When the doctor's office shames you enough that you don't want to go for your annual visit,  find a new doctor if you can, or at least find someone who understands this phenomenon enough to help you stand strong in the face of the shaming.  

When the doctor's office blames all of your medical conditions on your weight and assumes you will have these conditions, find a new doctor. 

When the doctor's office prescribes you a medication that will make you gain weight and then shames you for your weight gain, find a new doctor. 

When the doctor's office tells you that crying over the loss of a loved one is depression, find a new doctor.

When the doctor's office writes "overweight" and "major depressive disorder" on a request for physical therapy without mentioning your knee pain, find a new doctor.

When the doctor's office tells you they are going to lecture to you if you "gain one more pound", find a new doctor.  

When your doctor doesn't take menopause into account for a woman of in that age range and doesn't understand how weight changes at the time of life, find a new doctor. 

When the doctor's office does not understand the big picture of your life and is blindly going about treating symptoms and blaming them all on your weight, find a new doctor.  

Shit - looks like most of us are going to need a new doctor.  Or maybe the doctors need a new approach.  

The good news is that there is a new approach! And it works to make people feel seen and heard and valued as people and not judged based on the number on a scale. Incredible right? 

The approach is called Health at Every Size and every doctor's office should be learning more about this approach.  The principles of HAES are as follows:

1.      Weight Inclusivity: Accept and respect the inherent diversity of body shapes and sizes and reject the idealizing or pathologizing of specific weights. 

2.      Health Enhancement: Support health policies that improve and equalize access to information and services, and personal practices that improve human well-being, including attention to individual physical, economic, social, spiritual, emotional, and other needs. 
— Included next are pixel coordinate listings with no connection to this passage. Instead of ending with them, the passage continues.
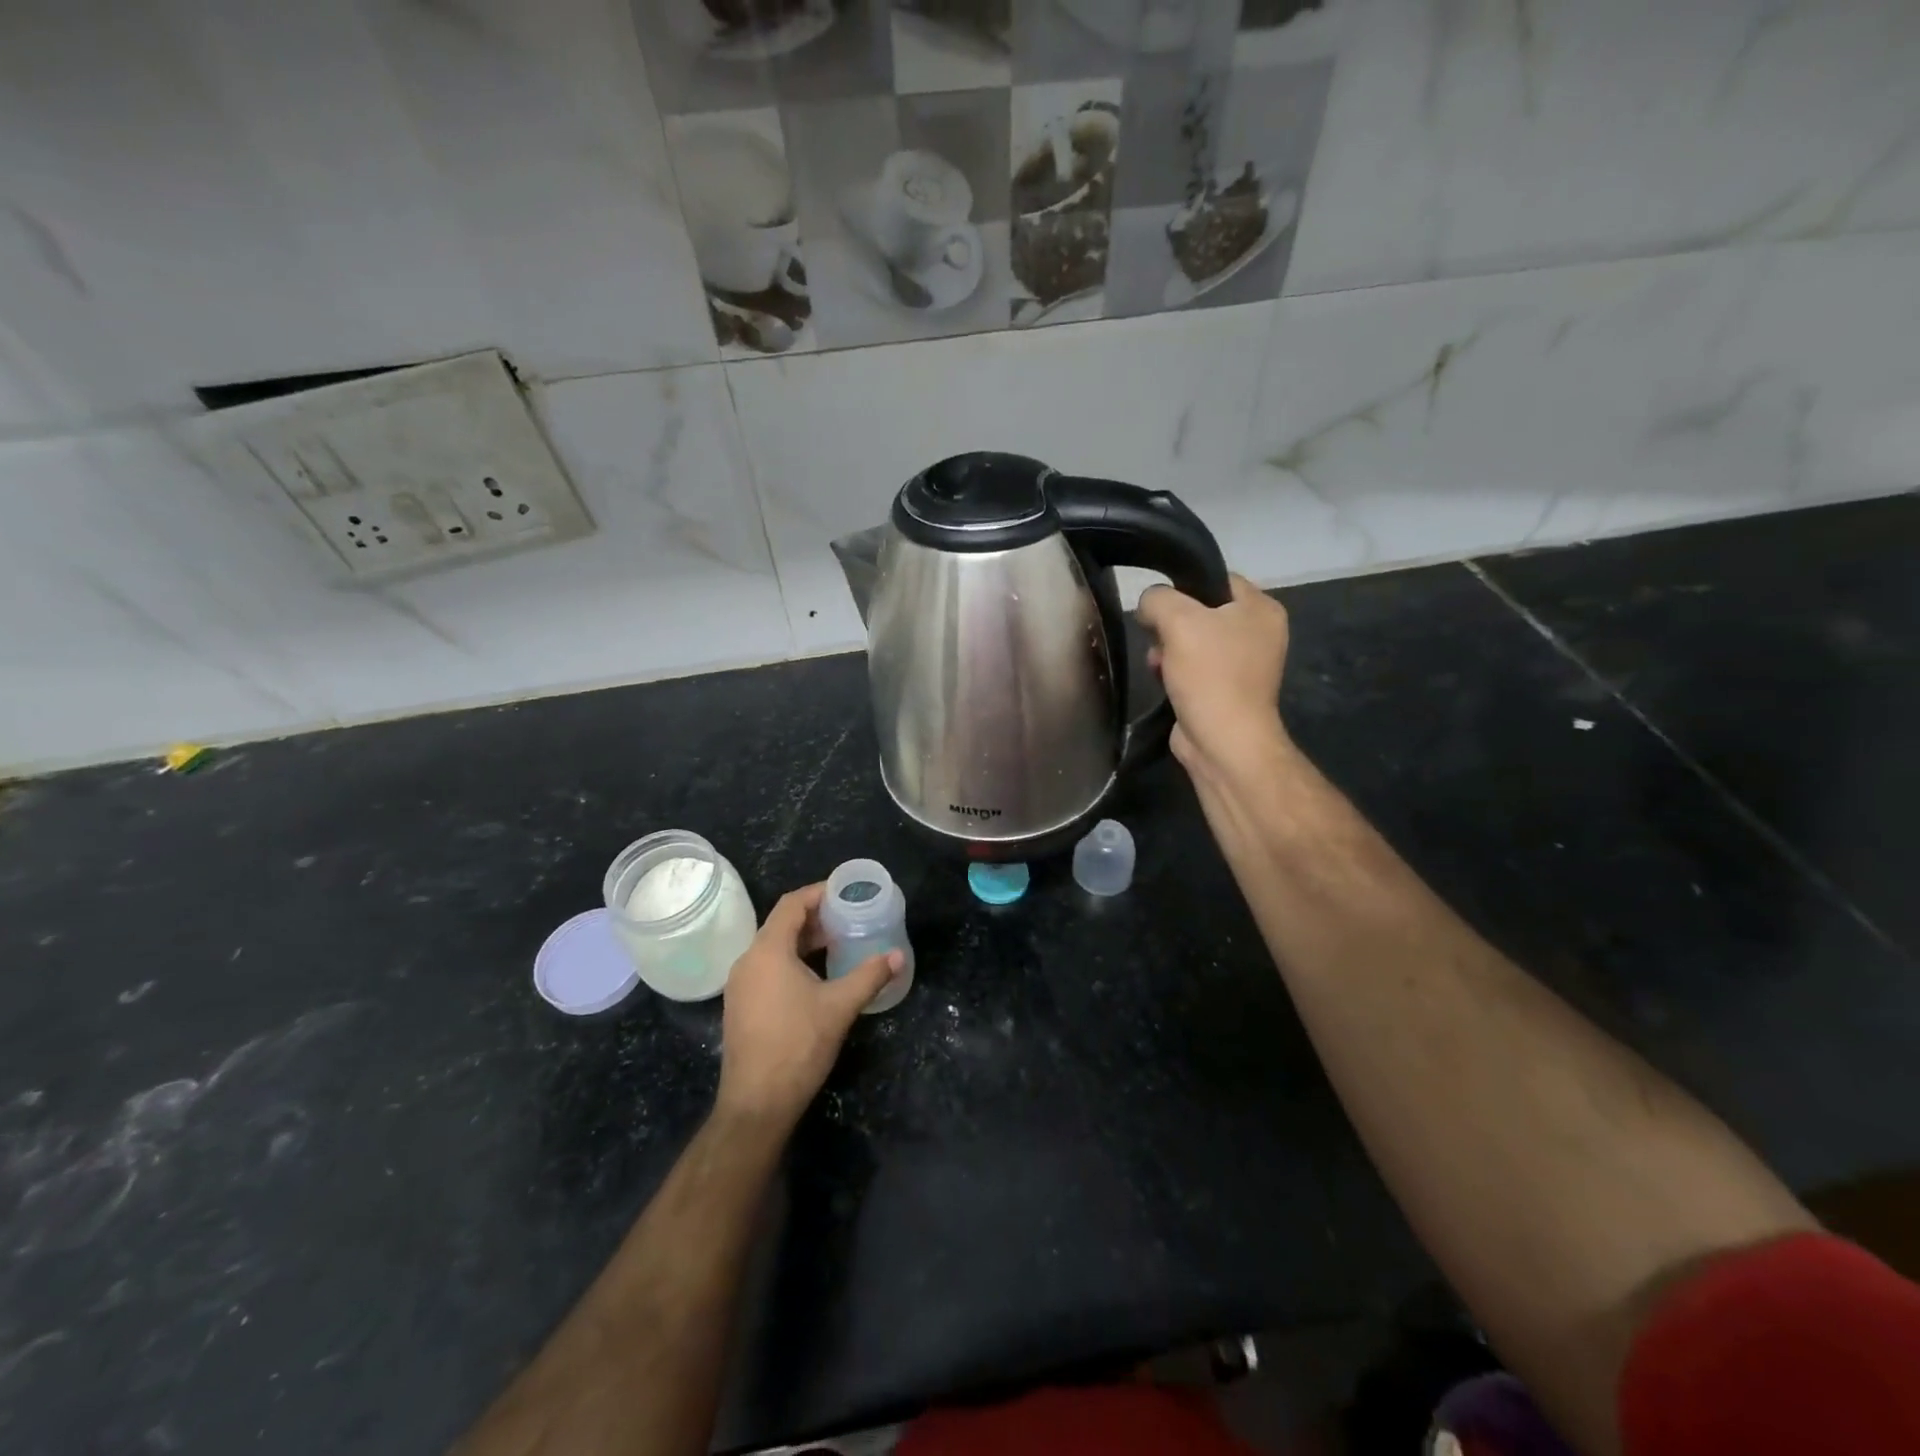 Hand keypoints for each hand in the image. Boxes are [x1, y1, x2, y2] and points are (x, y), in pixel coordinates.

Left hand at [716, 884, 901, 1130]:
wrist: (756, 1104)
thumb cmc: (798, 1045)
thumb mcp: (840, 1007)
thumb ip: (869, 976)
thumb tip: (898, 956)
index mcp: (768, 951)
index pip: (791, 904)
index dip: (818, 893)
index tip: (845, 892)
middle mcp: (748, 961)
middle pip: (781, 924)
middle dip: (815, 918)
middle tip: (848, 918)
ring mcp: (740, 985)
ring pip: (773, 947)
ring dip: (804, 940)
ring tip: (837, 944)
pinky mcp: (741, 1005)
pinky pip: (767, 967)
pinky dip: (791, 960)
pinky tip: (815, 976)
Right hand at [1138, 573, 1291, 784]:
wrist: (1222, 742)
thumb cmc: (1209, 675)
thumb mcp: (1178, 620)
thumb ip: (1158, 598)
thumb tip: (1148, 605)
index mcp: (1261, 608)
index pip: (1216, 579)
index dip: (1183, 586)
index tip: (1157, 603)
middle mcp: (1258, 632)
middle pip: (1200, 611)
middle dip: (1170, 624)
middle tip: (1155, 638)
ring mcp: (1242, 664)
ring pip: (1191, 640)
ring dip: (1167, 649)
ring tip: (1157, 664)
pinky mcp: (1224, 689)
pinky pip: (1192, 667)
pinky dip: (1174, 671)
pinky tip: (1162, 680)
3.      Respectful Care: Acknowledge our biases, and work to end weight discrimination, weight stigma, and weight bias. Provide information and services from an understanding that socio-economic status, race, gender, sexual orientation, age, and other identities impact weight stigma, and support environments that address these inequities.
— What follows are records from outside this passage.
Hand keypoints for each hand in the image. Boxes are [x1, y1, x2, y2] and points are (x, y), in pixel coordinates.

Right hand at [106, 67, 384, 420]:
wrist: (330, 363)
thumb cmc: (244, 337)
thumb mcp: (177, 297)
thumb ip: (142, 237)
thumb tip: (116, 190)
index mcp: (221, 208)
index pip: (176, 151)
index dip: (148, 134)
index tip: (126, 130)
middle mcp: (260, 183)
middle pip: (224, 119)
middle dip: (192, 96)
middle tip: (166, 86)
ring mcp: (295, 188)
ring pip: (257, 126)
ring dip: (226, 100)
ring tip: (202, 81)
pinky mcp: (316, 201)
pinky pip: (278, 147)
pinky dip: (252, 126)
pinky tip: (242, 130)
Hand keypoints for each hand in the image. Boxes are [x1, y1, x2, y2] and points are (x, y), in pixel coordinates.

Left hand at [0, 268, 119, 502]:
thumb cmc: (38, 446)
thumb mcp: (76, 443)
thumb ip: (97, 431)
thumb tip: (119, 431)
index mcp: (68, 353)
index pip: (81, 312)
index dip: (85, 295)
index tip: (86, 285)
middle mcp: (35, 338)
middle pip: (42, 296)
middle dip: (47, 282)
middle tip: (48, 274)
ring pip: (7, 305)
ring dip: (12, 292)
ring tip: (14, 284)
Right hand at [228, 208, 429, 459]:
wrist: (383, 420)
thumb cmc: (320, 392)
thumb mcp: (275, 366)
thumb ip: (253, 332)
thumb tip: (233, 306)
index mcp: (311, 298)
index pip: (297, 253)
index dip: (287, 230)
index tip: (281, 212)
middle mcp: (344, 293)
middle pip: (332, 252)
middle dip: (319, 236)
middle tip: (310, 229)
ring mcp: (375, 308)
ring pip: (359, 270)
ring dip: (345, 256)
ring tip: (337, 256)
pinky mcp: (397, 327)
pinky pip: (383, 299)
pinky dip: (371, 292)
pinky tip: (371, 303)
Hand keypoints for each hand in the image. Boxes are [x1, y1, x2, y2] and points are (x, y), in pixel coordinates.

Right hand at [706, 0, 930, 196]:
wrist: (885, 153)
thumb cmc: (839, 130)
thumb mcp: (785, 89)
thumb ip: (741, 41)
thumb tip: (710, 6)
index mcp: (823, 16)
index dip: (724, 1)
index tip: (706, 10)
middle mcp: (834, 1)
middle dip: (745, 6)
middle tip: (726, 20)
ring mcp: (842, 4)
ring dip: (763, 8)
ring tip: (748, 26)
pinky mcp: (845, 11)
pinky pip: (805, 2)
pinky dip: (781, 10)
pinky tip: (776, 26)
4.      Eating for Well-being: Promote flexible, individualized eating based on hunger, satiety, nutritional needs, and pleasure, rather than any externally regulated eating plan focused on weight control.

5.      Life-Enhancing Movement: Support physical activities that allow people of all sizes, abilities, and interests to engage in enjoyable movement, to the degree that they choose.  
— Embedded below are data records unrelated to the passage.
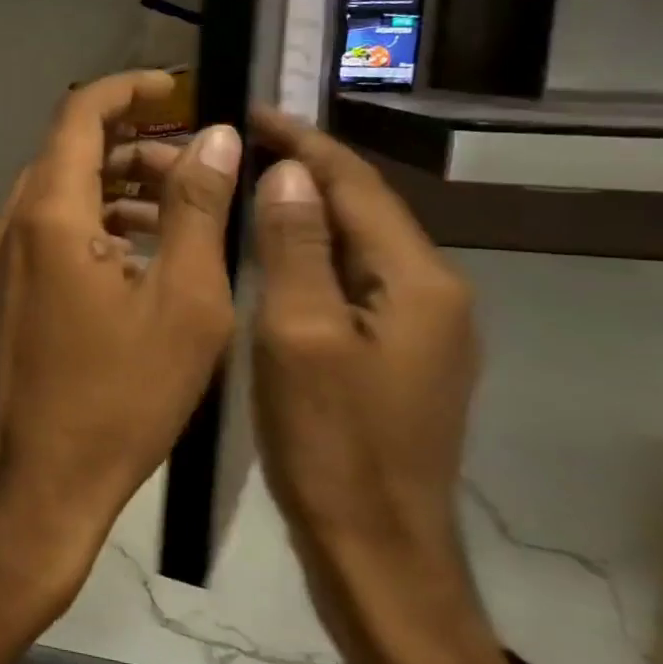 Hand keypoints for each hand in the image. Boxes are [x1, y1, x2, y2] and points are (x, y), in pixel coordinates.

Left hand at [0, 71, 241, 630]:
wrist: (32, 484)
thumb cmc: (119, 400)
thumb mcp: (184, 303)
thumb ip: (197, 208)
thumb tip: (217, 137)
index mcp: (46, 214)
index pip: (79, 114)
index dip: (128, 90)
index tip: (176, 89)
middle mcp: (3, 225)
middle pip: (65, 155)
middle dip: (130, 148)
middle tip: (193, 168)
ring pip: (49, 197)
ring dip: (107, 191)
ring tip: (171, 215)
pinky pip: (34, 236)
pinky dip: (80, 228)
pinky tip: (126, 261)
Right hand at [245, 107, 507, 663]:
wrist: (377, 551)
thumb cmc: (332, 444)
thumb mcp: (300, 336)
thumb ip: (297, 246)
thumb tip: (289, 170)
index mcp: (417, 281)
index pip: (357, 185)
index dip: (303, 143)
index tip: (250, 112)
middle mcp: (431, 293)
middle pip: (361, 210)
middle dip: (300, 170)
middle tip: (232, 148)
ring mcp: (417, 328)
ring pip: (352, 247)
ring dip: (301, 211)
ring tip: (239, 188)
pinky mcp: (394, 355)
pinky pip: (347, 282)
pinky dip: (306, 254)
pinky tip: (266, 254) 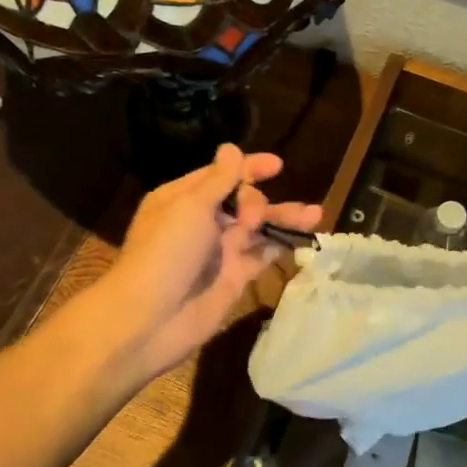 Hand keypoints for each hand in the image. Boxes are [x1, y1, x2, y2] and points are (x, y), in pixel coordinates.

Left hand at [96, 144, 322, 383]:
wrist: (150, 319)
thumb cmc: (166, 253)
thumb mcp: (190, 207)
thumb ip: (219, 180)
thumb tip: (231, 148)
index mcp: (183, 199)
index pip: (221, 175)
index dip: (249, 168)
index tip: (277, 165)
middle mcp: (202, 221)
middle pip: (243, 201)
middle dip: (259, 201)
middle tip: (252, 220)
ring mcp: (220, 251)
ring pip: (259, 228)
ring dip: (284, 219)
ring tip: (317, 214)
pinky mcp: (235, 277)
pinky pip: (263, 256)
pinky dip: (282, 246)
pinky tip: (305, 239) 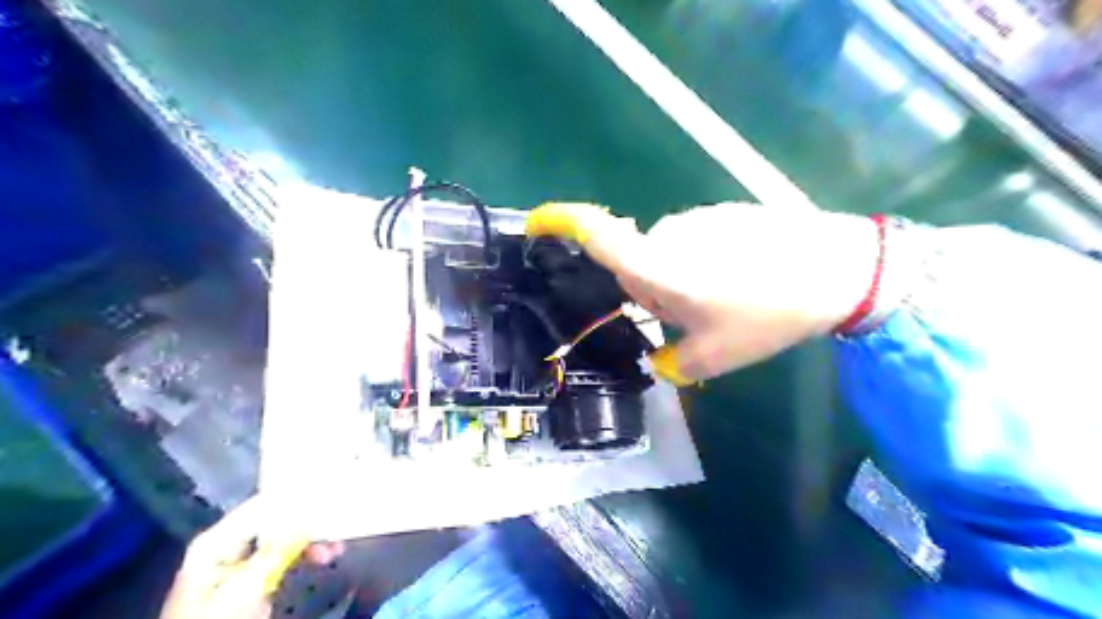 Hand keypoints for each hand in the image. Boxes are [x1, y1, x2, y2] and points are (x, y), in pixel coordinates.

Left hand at [163, 498, 336, 618]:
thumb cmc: (217, 618)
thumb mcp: (247, 585)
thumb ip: (276, 549)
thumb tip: (308, 516)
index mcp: (218, 539)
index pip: (261, 506)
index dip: (294, 500)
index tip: (327, 498)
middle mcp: (229, 544)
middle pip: (275, 520)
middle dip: (308, 523)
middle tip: (336, 526)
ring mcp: (241, 562)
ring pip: (284, 538)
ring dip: (311, 540)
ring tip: (335, 547)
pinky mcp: (253, 579)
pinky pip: (285, 556)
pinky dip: (305, 555)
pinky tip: (324, 556)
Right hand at [525, 202, 878, 381]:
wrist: (837, 268)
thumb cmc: (767, 314)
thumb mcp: (718, 356)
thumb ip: (676, 364)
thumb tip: (662, 361)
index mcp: (659, 267)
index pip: (601, 238)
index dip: (564, 224)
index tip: (536, 222)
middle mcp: (669, 235)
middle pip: (638, 263)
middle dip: (653, 291)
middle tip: (695, 316)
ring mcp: (698, 220)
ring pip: (667, 254)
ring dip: (681, 279)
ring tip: (727, 299)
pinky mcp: (722, 213)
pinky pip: (693, 241)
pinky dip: (703, 263)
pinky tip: (742, 278) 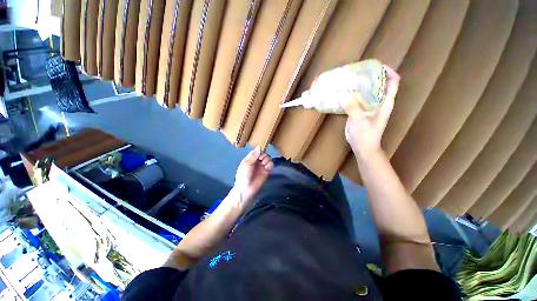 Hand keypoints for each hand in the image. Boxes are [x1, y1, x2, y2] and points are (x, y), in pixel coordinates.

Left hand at [234, 146, 273, 202]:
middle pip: (263, 154)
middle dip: (264, 155)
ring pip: (268, 158)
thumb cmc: (243, 176)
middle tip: (261, 159)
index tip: (260, 152)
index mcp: (250, 158)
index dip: (259, 150)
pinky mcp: (267, 172)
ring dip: (267, 159)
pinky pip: (271, 165)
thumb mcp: (246, 164)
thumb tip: (259, 146)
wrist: (246, 190)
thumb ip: (253, 156)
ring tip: (264, 164)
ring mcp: (262, 166)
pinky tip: (267, 167)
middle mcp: (256, 161)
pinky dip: (270, 165)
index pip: (257, 151)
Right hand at [344, 65, 399, 155]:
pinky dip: (351, 95)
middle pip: (378, 85)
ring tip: (348, 80)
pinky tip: (343, 93)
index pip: (393, 82)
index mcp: (385, 103)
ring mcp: (369, 107)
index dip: (388, 72)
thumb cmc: (366, 135)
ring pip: (366, 92)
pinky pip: (357, 100)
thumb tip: (342, 95)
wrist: (362, 147)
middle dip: (370, 77)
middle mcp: (379, 102)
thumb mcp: (360, 120)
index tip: (376, 66)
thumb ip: (352, 108)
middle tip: (357, 72)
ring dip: (359, 86)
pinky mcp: (360, 112)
 The Health at Every Size approach would mean for my friend that her weight change would be noted on her chart and perhaps the doctor might want to say – “Your weight has changed, is there anything you want to talk about with regard to this?”

 Or, “Your cholesterol is up, but I see you have a family history and so this makes sense. Sometimes moving more can also help with cholesterol so that is something you might want to consider if that is possible for you.”

 Also, “Oh, you have knee pain? I will write a script for PT in case that can help you (doctor then writes "knee pain" on the PT form.)

 Lastly, “You had a tragic loss recently, which can affect our body and our mind in a number of different ways. Please don't be hard on yourself because healing takes time.  Do you need extra support related to your loss? I can recommend a therapist to help you talk through your loss and how you are feeling.”  

 Now would that be so hard? 

Image by tortugadatacorp on Pixabay.